I'll leave you with a picture of the Rachael Ray recipe I'm craving today...Audacious, Herbaceous Beef Burgers. I swear, Rachael Ray is such a nerd.

Saturday, June 7, 2008

Moving forward.

So, here I am.

Currently, I'm living at my great-aunt's house, waiting to start my new job as a physician shadower on Monday.

For the next three weeks, I will be following around physicians in various specialties, such as surgery, cardiology, gynecology and obstetrics, and radiology. I was also told that I would be spending several weekend nights hanging around the ER. THAT will be crazy. I am interested to see what kinds of unique cases will come through, but then again, emergency room medicine is pretty much on the bottom of my list of preferred specialties.

Anyway, during the week, I will be working from 8 AM 'til 4:30 PM and will be expected to wear an oh-so-stylish uniform of collared shirts, khakis, tennis shoes, and...MY VERY OWN LAB COAT. Can you tell I'm excited about that? Now, if only we could wear scrubs...and if I weren't so poor, maybe I could have bought those silver and white mesh Nikes in some random shoe store that I pointed out to my mom as "doctor shoes."



However, I am currently storing all of my clothes, neatly arranged on a hanging rack, in my car. I am sleeping on the couch here at my great-aunt's, and have no room of my own. I was also pretty nervous about living here in the first place, considering this is the first time I've really met her. When I first arrived today, I was my typical, socially-awkward self and was having trouble holding conversations with the random assortment of my aunt and uncle's children and grandchildren flitting in and out of the house. After a few hours, though, things definitely got less tense for me and I was talking easily to people AND eating one of my favorite dinners they graciously cooked for me...cheeseburgers and fries with ranch.

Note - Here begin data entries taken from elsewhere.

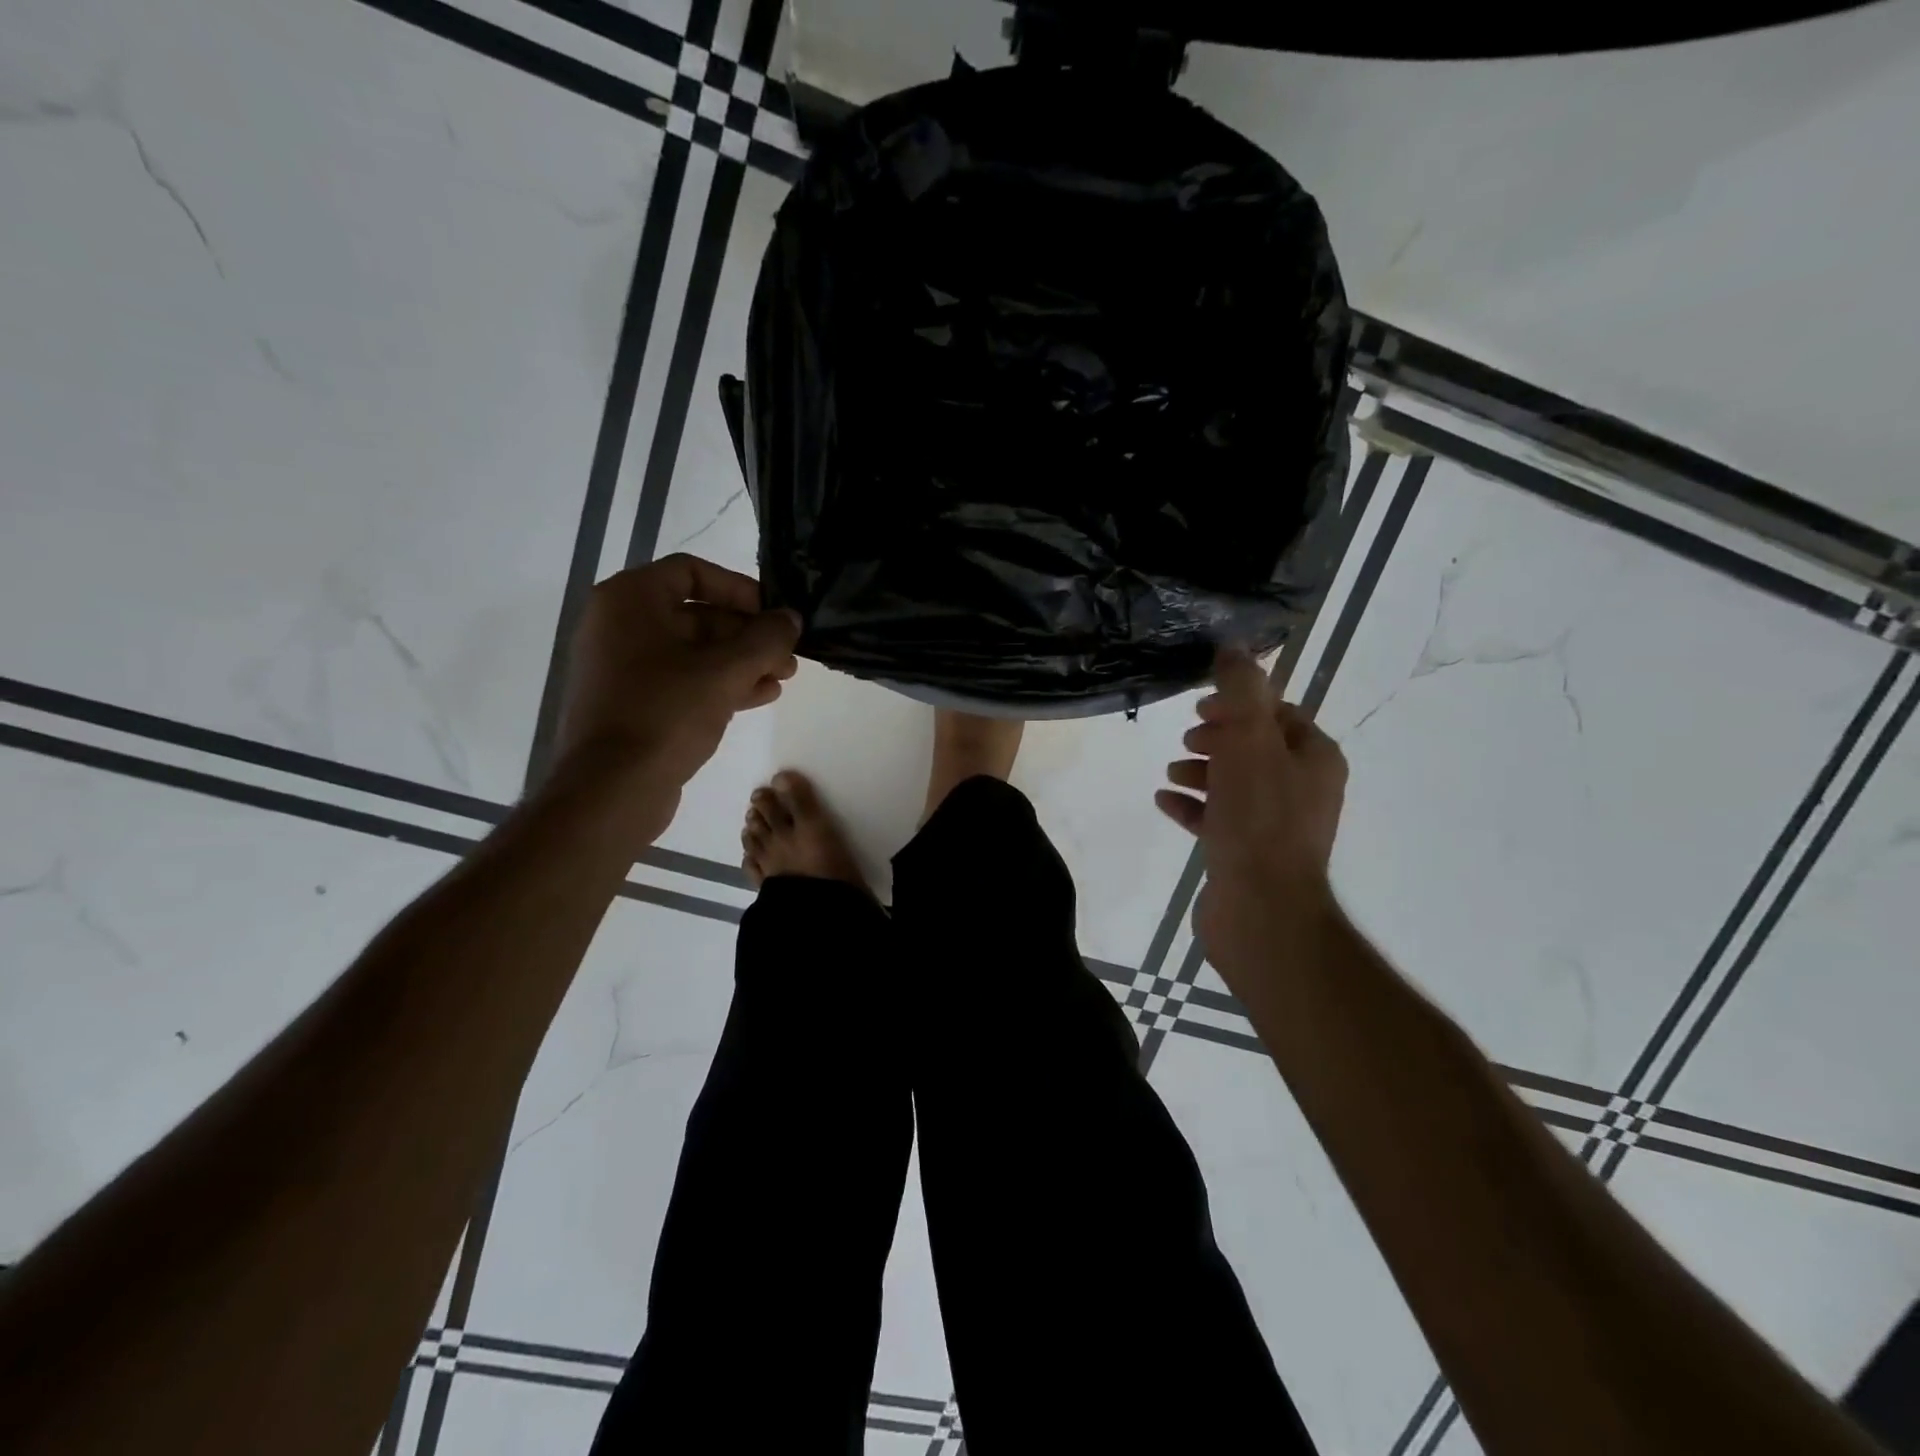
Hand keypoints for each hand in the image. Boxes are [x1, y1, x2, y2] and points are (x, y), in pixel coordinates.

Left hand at [553, 554, 799, 842]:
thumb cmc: (666, 713)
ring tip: (783, 677)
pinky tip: (759, 696)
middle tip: (788, 654)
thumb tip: (790, 618)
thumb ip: (766, 638)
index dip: (739, 589)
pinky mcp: (631, 702)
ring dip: (741, 661)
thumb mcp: (726, 670)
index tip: (773, 614)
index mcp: (630, 600)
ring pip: (694, 651)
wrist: (612, 788)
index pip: (692, 571)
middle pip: (697, 614)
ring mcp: (622, 666)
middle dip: (748, 634)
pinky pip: (681, 680)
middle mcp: (620, 625)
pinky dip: (719, 683)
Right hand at [1156, 646, 1347, 981]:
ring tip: (1172, 772)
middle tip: (1188, 738)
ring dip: (1201, 771)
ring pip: (1235, 783)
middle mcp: (1302, 789)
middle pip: (1254, 748)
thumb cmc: (1258, 819)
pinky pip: (1218, 819)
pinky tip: (1165, 801)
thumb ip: (1242, 692)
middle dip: (1218, 738)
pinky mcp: (1248, 854)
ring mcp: (1275, 826)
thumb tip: (1234, 647)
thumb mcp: (1248, 742)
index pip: (1278, 714)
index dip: (1240, 705)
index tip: (1203, 707)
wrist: (1260, 909)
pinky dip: (1193, 806)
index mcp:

I don't think it will be so bad here.

In other news, one of my best friends is getting married in July and I went to a bridal shower of hers today. I love bridal showers. I love the food, checking out everyone's pretty outfits/shoes, seeing how happy the bride is when she opens up kitchen item after kitchen item...and today, I won the bridal shower game and got a $25 Wal-Mart gift card. How much does that rule? I'm thinking of writing the hostess a thank-you note just for providing my broke self with some extra grocery money. Also, I'm just so happy for my almost-married friend. After going through some pretty rough times in life and love, she's found someone that loves her insanely and would never leave her and vice versa. It gives me hope that I will find a similar thing one day. I know it's out there, but I don't have the strength to find it right now. However, I know that it will come with time...and that one day, I will be receving breadmakers and salad spinners and looking glowy at my own bridal shower. And even better, I will know that I am marrying the right person for me...or one of the right people for me, anyway. I believe there are several people in the world for everyone...not that I advocate leaving one for another. Ha. I'm a pretty big fan of monogamy, and committment, for that matter.

I'm off to do a little reading and watch TV from my place on the sofa-bed. It's my last day to sleep late before work on Monday, and I plan to make the most of it.